## REQUIRED ACTION:
Among the lines below, list those containing the string "Livingston".

[Dataset entries]
<<<<

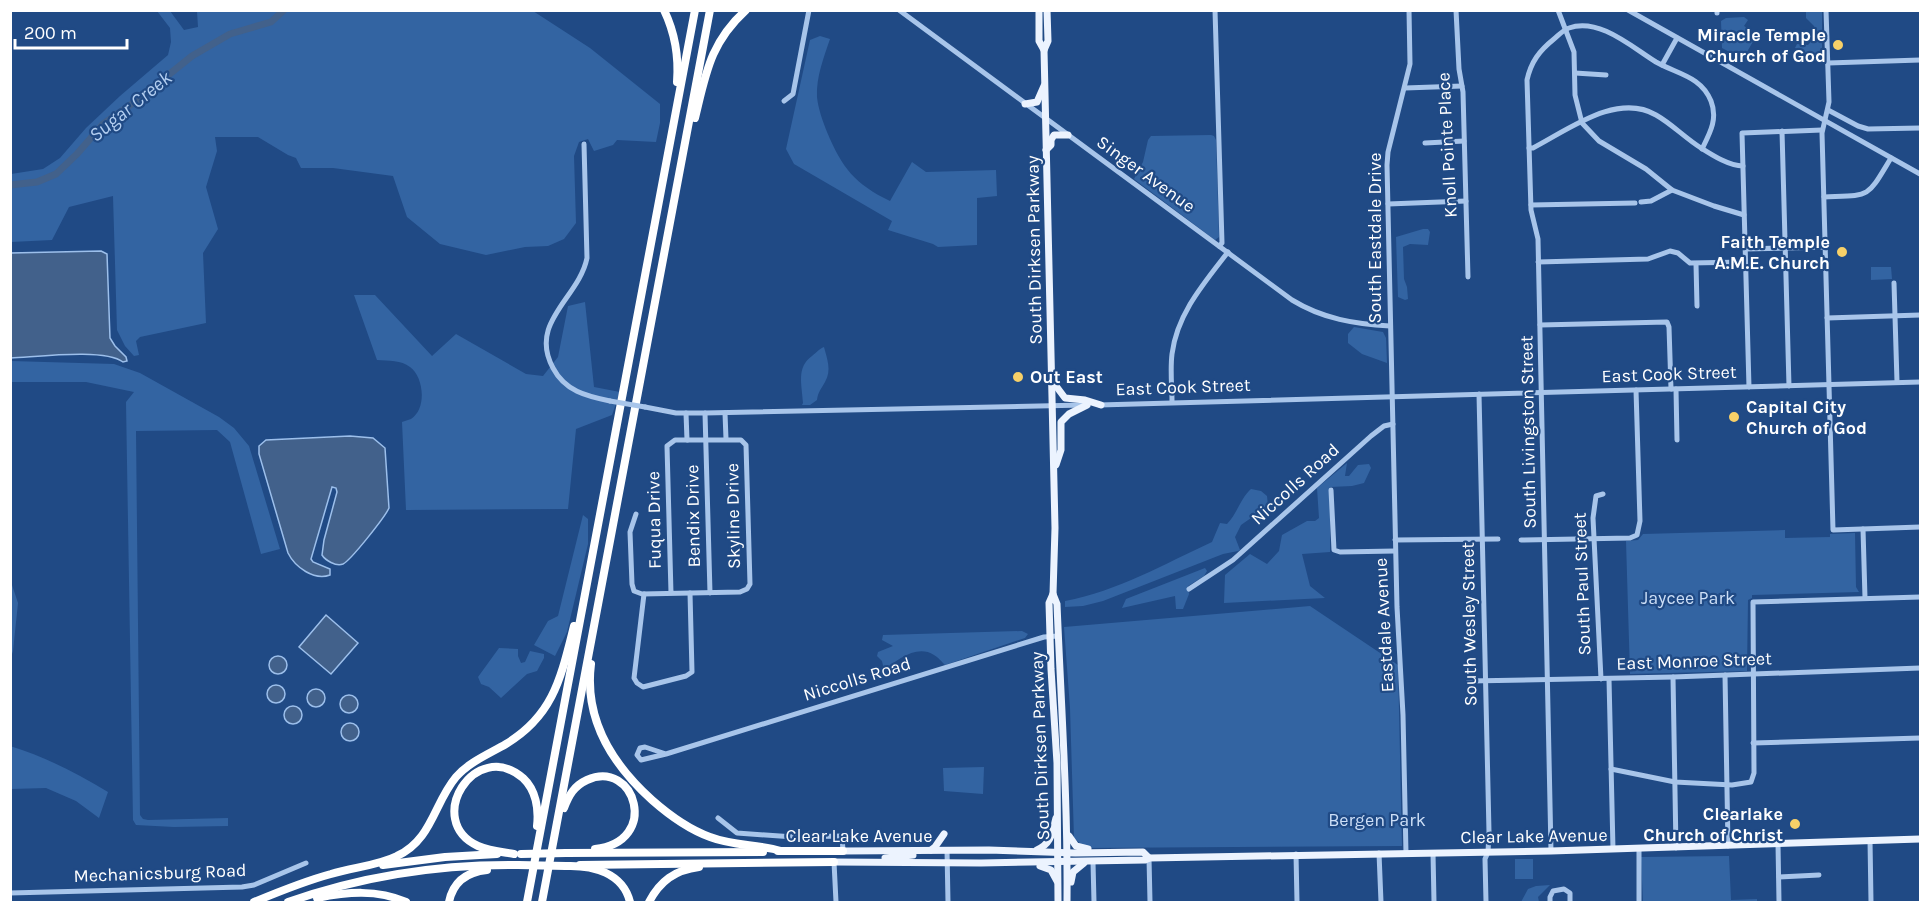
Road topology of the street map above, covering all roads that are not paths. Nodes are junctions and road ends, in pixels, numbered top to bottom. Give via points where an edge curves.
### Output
1 (664, 10) edge
2 (695, 10) edge
3 (710, 10) edge
4 (746, 10) edge
5 (809, 10) edge
6 (899, 10) edge
7 (1039, 10) edge
8 (1047, 10) edge
9 (1215, 10) edge
10 (1409, 10) edge
11 (1456, 10) edge
12 (1558, 10) edge
13 (1628, 10) edge
14 (1826, 10) edge
15 (1566, 29) junction
16 (1677, 38) junction
17 (1044, 50) junction
18 (1920, 60) edge
19 (1828, 63) junction
20 (1662, 65) junction
21 (1575, 73) junction
22 (1606, 75) dead end
23 (1045, 83) junction
24 (1462, 86) junction
25 (1405, 88) junction
26 (784, 101) dead end
27 (1025, 104) junction
28 (1828, 110) junction
29 (1046, 119) junction
30 (1825, 120) junction
31 (1582, 123) junction
32 (1920, 128) edge
33 (1822, 130) junction
34 (1782, 131) junction
35 (1068, 135) junction
36 (1464, 141) junction
37 (1425, 143) dead end
38 (584, 144) dead end
39 (669, 145) junction
40 (1529, 148) junction
41 (1702, 149) junction
42 (1046, 150) junction
43 (1891, 158) junction
44 (1743, 166) junction
45 (1920, 174) edge
46 (678, 183) junction
47 (1672, 190) junction
48 (1824, 196) junction
49 (1466, 201) junction
50 (1388, 204) junction
51 (1531, 205) junction
52 (1744, 215) junction
53 (1219, 246) junction
54 (1825, 247) junction
55 (1745, 249) junction
56 (1786, 249) junction
57 (1228, 252) junction
58 (1538, 262) junction
59 (1745, 262) junction
60 (1696, 264) junction
61 (1468, 277) dead end
62 (1894, 283) dead end
63 (1697, 306) dead end
64 (1920, 315) edge
65 (1895, 316) junction
66 (1827, 318) junction
67 (1540, 325) junction
68 (1390, 327) junction
69 (1052, 379) junction
70 (1920, 381) edge
71 (1897, 382) junction
72 (1829, 384) junction
73 (1789, 386) junction
74 (1749, 387) junction
75 (1674, 389) junction
76 (1636, 390) junction
77 (1542, 393) junction
78 (1479, 394) junction
79 (1392, 396) junction
80 (1172, 401) junction
81 (1087, 405) junction
82 (1101, 405) junction
83 (1053, 406) junction
84 (686, 413) junction
85 (705, 413) junction
86 (725, 413) junction
87 (1393, 424) junction
88 (726, 439) junction
89 (687, 440) junction
90 (706, 440) junction
91 (1677, 440) dead end
92 (1054, 471) junction
93 (1331, 490) dead end
94 (1603, 494) dead end
95 (636, 514) dead end
96 (1920, 527) edge
97 (1863, 529) junction
98 (1594, 538) junction
99 (1482, 539) junction
100 (1498, 539) dead end
101 (1395, 540) junction
102 (1521, 540) dead end
103 (1545, 540) junction
104 (1395, 551) junction
105 (590, 566) junction
106 (1189, 589) dead end
107 (710, 592) junction
108 (690, 593) junction
109 (644, 594) junction
110 (671, 594) junction
111 (1920, 597) edge
112 (1864, 598) junction
113 (598, 604) junction
114 (1054, 637) junction
115 (1920, 668) edge
116 (1752, 674) junction
117 (1725, 675) junction
118 (1672, 677) junction
119 (1600, 679) junction
120 (1609, 679) junction
121 (1548, 680) junction
122 (1469, 681) dead end
123 (1485, 681) junction
124 (1920, 738) edge
125 (1753, 744) junction
126 (666, 754) junction
127 (1611, 769) junction
128 (1676, 782) junction
129 (1727, 785) junction
130 (1058, 810) junction
131 (718, 818) dead end
132 (1068, 830) junction
133 (556, 832) junction
134 (944, 834) dead end
135 (1920, 839) edge
136 (1870, 840) junction
137 (1778, 844) junction
138 (1728, 846) junction
139 (1676, 848) junction
140 (1613, 849) junction
141 (1639, 849) junction
142 (929, 850) junction
143 (1068, 850) junction
144 (782, 851) junction
145 (843, 851) junction
146 (1034, 851) junction
147 (1551, 851) junction
148 (1059, 852) junction
149 (1125, 852) junction
150 (1488, 852) junction
151 (568, 853) junction
152 (1379, 853) junction
153 (1406, 853) junction
154 (1433, 853) junction
155 (517, 854) junction
156 (1296, 854) junction
157 (1149, 858) junction
158 (948, 859) junction
159 (534, 860) junction
160 (551, 862) junction
161 (834, 862) junction
162 (1059, 862) junction
163 (1067, 862) junction
164 (1089, 862) junction
165 (306, 863) dead end
166 (730, 863) junction
167 (981, 863) junction
168 (508, 865) junction
169 (580, 866) junction
170 (1819, 876) dead end
171 (1779, 877) junction
172 (297, 886) junction
173 (1058, 886) junction
174 (10, 893) edge
175 (292, 901) edge
176 (254, 903) edge
177 (406, 903) edge
178 (448, 903) edge
179 (525, 903) edge
180 (542, 903) edge
181 (548, 903) edge
182 (630, 903) edge
183 (649, 903) edge
184 (836, 903) edge
185 (948, 903) edge
186 (1058, 903) edge
187 (1069, 903) edge
188 (1094, 903) edge
189 (1150, 903) edge
190 (1297, 903) edge
191 (1381, 903) edge
192 (1434, 903) edge
193 (1486, 903) edge
194 (1550, 903) edge
195 (1570, 903) edge
196 (1639, 903) edge
197 (1779, 903) edge
198 (1871, 903) edge

1 - 39 highway via 678,63
2 - 39 highway
3 - 46 highway
4 - 46 highway via 723,35 711,58
5 - 26 street via 793,94
6 - 27 street, Singer Avenue
7 - 17 main road, South Dirksen Parkway via 1039,41
8 - 17 main road, South Dirksen Parkway via 1048,41
9 - 53 street via 1222,243
10 - 25 street, South Eastdale Drive via 1411,59
11 - 24 street, Knoll Pointe Place
12 - 15 street
13 - 16 street
14 - 19 street
15 - 20 street via 1596,28
15 - 21 street via 1574,52
15 - 40 street, South Livingston Street via 1538,53 1529,72
16 - 20 street
16 - 30 street
17 - 23 main road, South Dirksen Parkway
18 - 19 street
19 - 28 street
20 - 41 street via 1697,81 1708,94 1714,118
21 - 22 street
21 - 31 street via 1575,95
23 - 27 main road via 1037,102
23 - 29 main road, South Dirksen Parkway
24 - 25 street
24 - 36 street, Knoll Pointe Place
25 - 50 street, South Eastdale Drive via 1388,152
27 - 29 street, Singer Avenue
28 - 30 street
28 - 32 street via 1868,129
29 - 35 street, Singer Avenue
29 - 42 main road, South Dirksen Parkway
30 - 33 street
30 - 43 street
31 - 40 street
31 - 41 street via 1618,107 1637,108 1655,114
31 - 47 street via 1599,141
33 - 34 street
33 - 48 street
34 - 44 street via 1742,133
34 - 56 street
35 - 42 main road via 1054,135
35 - 53 street, Singer Avenue
36 - 37 street
36 - 49 street, Knoll Pointe Place
38 - 84 street, East Cook Street, bridge via 587,258 581,275 552,319 546,339 547,353 559,379 571,389 590,397
39 - 105 highway
40 - 51 street, South Livingston Street
41 - 44 street
42 - 69 main road, South Dirksen Parkway
43 - 45 street
43 - 48 street via 1873,188 1858,195
44 - 52 street
46 - 113 highway
47 - 51 street via 1638,203
47 - 52 street
48 - 54 street
49 - 50 street
49 - 61 street, Knoll Pointe Place
50 - 68 street, South Eastdale Drive
51 - 58 street, South Livingston Street
52 - 55 street
53 - 57 street, Singer Avenue
54 - 56 street
54 - 66 street
55 - 56 street
55 - 59 street
56 - 73 street
57 - 68 street, Singer Avenue via 1310,310 1346,322
57 - 80 street via 1189,305 1177,332
58 - 60 street via 1648,259 1671,251
58 - 67 street, South Livingston Street
59 - 60 street
59 - 74 street
60 - 63 street
62 - 65 street
64 - 65 street
65 - 66 street
65 - 71 street
66 - 72 street
67 - 75 street via 1664,321 1668,323
67 - 77 street, South Livingston Street
68 - 79 street, South Eastdale Drive
69 - 82 main road via 1065,398
69 - 83 main road, South Dirksen Parkway
70 - 71 street, East Cook Street
71 - 72 street, East Cook Street
72 - 73 street, East Cook Street
72 - 97 street via 1833,530
73 - 74 street, East Cook Street
74 - 75 street, East Cook Street
75 - 76 street, East Cook Street
75 - 91 street
76 - 77 street, East Cook Street
76 - 98 street via 1640,519 1637,535
77 - 78 street, East Cook Street
77 - 103 street, South Livingston Street
78 - 79 street, East Cook Street
78 - 99 street, South Wesley Street
79 - 80 street, East Cook Street
79 - 87 street, Eastdale Avenue
80 - 82 street, East Cook Street
81 - 82 street, East Cook Street
81 - 83 street, East Cook Street
81 - 92 main road via 1062,422 1061,450
83 - 86 street, East Cook Street
83 - 92 main road, South Dirksen Parkway
84 - 85 street, East Cook Street
84 - 89 street
85 - 86 street, East Cook Street
85 - 90 street, Bendix Drive
86 - 88 street
87 - 101 street, Eastdale Avenue
87 - 106 street, Niccolls Road via 1371,436 1233,560
88 - 90 street
88 - 107 street, Skyline Drive via 739,439 746,447 750,584 740,592
89 - 90 street
89 - 110 street, Fuqua Drive via 675,440 667,446
90 - 107 street, Bendix Drive
92 - 114 main road, South Dirksen Parkway via 1053,594 1049,603
93 - 104 street via 1334,550
94 - 98 street, South Paul Street via 1594,500
95 - 109 street via 630,532 632,587
96 - 97 street
97 - 112 street
98 - 103 street
98 - 119 street, South Paul Street
99 - 100 street
99 - 101 street
99 - 123 street, South Wesley Street
101 - 104 street, Eastdale Avenue
102 - 103 street
103 - 121 street, South Livingston Street
104 - 153 street, Eastdale Avenue
105 - 159 highway
105 - 172 highway via 561,678 540,716 521,734 458,776 425,833 406,851
107 - 108 street
108 - 109 street via 693,672 644,687 634,678
108 - 110 street
109 - 110 street
111 - 112 street
112 - 116 street via 1753,602
113 - 133 highway
113 - 144 highway via 591,666 592,710 601,736 620,766 666,812 707,836 731,844
114 - 126 street, Niccolls Road
114 - 130 main road, South Dirksen Parkway
114 - 132 main road, South Dirksen Parkway
115 - 116 street, East Monroe Street
116 - 117 street, East Monroe Street
116 - 125 street
117 - 118 street, East Monroe Street
117 - 129 street
118 - 120 street, East Monroe Street
118 - 128 street
119 - 120 street, East Monroe Street
119 - 121 street, East Monroe Street
120 - 127 street
121 - 123 street, East Monroe Street
121 - 147 street, South Livingston Street
122 - 123 street, East Monroe Street
123 - 150 street, South Wesley Street
124 - 125 street
125 - 129 street via 1753,780
126 - 126 street, Niccolls Road via 645,747 637,755 644,760
127 - 128 street
127 - 140 street
128 - 129 street
128 - 139 street
129 - 138 street
130 - 146 main road via 1049,842
130 - 148 main road, South Dirksen Parkway
131 - 145 street via 737,833 842,836
132 - 143 main road, South Dirksen Parkway
132 - 149 main road via 1080,849
133 - 151 highway via 573,789 584,781 611,778 631,795 634,820 623,839 605,848
133 - 160 highway
134 - 142 main road
135 - 136 main road, Clear Lake Avenue
136 - 137 main road, Clear Lake Avenue
136 - 198 street
137 - 138 main road, Clear Lake Avenue
137 - 171 street
138 - 139 main road, Clear Lake Avenue
139 - 141 main road, Clear Lake Avenue
140 - 141 main road, Clear Lake Avenue
140 - 147 main road, Clear Lake Avenue
141 - 196 street
142 - 145 main road, Clear Lake Avenue
142 - 158 main road, Clear Lake Avenue
143 - 148 main road, Clear Lake Avenue
143 - 149 main road, Clear Lake Avenue
143 - 163 main road, South Dirksen Parkway
144 - 145 highway, Clear Lake Avenue
144 - 151 highway, Clear Lake Avenue
146 - 148 main road, Clear Lake Avenue
146 - 158 main road, Clear Lake Avenue via 1010,850
147 - 150 main road, Clear Lake Avenue
148 - 162 main road, South Dirksen Parkway
149 - 157 main road, Clear Lake Avenue via 1143,852
150 - 154 main road, Clear Lake Avenue
150 - 193 street, South Wesley Street
151 - 155 highway, bridge
152 - 153 main road, Clear Lake Avenue
152 - 156 main road, Clear Lake Avenue
152 - 191 street
153 - 154 main road, Clear Lake Avenue
154 - 192 street
155 - 159 highway via 477,846 457,824 454,809 459,790 482,770 508,770 524,780 532,791 537,816
155 - 172 highway via 400,862
156 - 157 main road, Clear Lake Avenue
156 - 190 street
157 - 164 main road, Clear Lake Avenue
157 - 189 street
158 - 161 main road, Clear Lake Avenue via 907,855 868,862
158 - 167 main road, Clear Lake Avenue
158 - 185 street
159 - 179 highway
160 - 180 highway
160 - 181 highway
161 - 166 highway, Clear Lake Avenue
161 - 184 street
162 - 163 main road, Clear Lake Avenue
162 - 167 main road, Clear Lake Avenue
162 - 173 main road, South Dirksen Parkway
163 - 164 main road, Clear Lake Avenue
163 - 187 main road, South Dirksen Parkway
164 - 187 main road via 1076,868 1071,877
164 - 188 street
165 - 174 street, Mechanicsburg Road via 242,887
166 - 169 highway, Clear Lake Avenue
166 - 183 highway via 674,874 662,883
167 - 173 main road via 1043,866 1053,873
168 - 169 highway, Clear Lake Avenue, bridge
168 - 175 highway via 395,875
168 - 178 highway via 466,876 453,888
169 - 182 highway via 618,880
170 - 171 street
171 - 197 street
172 - 176 highway
173 - 186 main road, South Dirksen Parkway
175 - 177 highway via 359,892
194 - 195 street via 1553,891 1564,889 1570,893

>>>>

## EXERCISE RESPONSE:
15 - 40 street, South Livingston Street via 1538,53 1529,72
40 - 51 street, South Livingston Street
51 - 58 street, South Livingston Street
58 - 67 street, South Livingston Street
67 - 77 street, South Livingston Street
77 - 103 street, South Livingston Street
103 - 121 street, South Livingston Street
121 - 147 street, South Livingston Street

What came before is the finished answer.